(Task input)

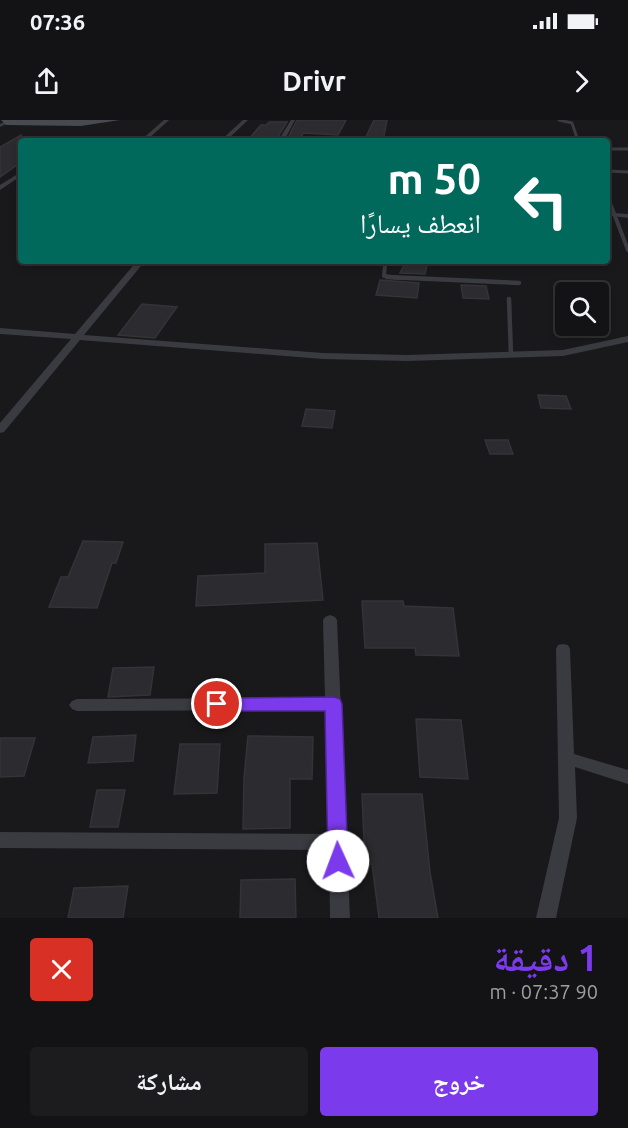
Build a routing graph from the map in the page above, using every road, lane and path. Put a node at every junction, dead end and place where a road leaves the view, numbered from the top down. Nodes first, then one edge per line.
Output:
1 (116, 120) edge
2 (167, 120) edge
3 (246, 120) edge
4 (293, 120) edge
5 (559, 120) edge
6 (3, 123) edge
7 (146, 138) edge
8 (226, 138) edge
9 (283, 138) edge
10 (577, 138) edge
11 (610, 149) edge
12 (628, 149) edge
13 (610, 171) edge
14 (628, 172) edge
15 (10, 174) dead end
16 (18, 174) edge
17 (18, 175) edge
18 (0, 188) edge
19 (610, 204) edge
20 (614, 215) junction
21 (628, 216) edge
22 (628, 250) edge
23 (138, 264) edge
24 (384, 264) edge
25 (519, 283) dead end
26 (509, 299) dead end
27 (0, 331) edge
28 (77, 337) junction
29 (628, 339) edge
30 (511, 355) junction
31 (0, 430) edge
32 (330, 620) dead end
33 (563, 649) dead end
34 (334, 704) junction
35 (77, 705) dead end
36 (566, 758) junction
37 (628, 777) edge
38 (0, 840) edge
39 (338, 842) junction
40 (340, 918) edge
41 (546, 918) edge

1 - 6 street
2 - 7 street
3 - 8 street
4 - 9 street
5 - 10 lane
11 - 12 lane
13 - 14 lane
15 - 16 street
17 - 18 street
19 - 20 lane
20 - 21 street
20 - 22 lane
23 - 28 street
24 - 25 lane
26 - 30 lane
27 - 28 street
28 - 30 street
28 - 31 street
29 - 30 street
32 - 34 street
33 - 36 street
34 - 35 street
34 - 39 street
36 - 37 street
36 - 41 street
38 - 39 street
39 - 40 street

(End Task input)

### [Assignment]
The word "junction" appears in some lines above. Return every one of those lines.

### [Answer section]
Build a routing graph from the map in the page above, using every road, lane and path. Put a node at every junction, dead end and place where a road leaves the view, numbered from the top down. Nodes first, then one edge per line.
20 (614, 215) junction
28 (77, 337) junction
30 (511, 355) junction
34 (334, 704) junction
36 (566, 758) junction
39 (338, 842) junction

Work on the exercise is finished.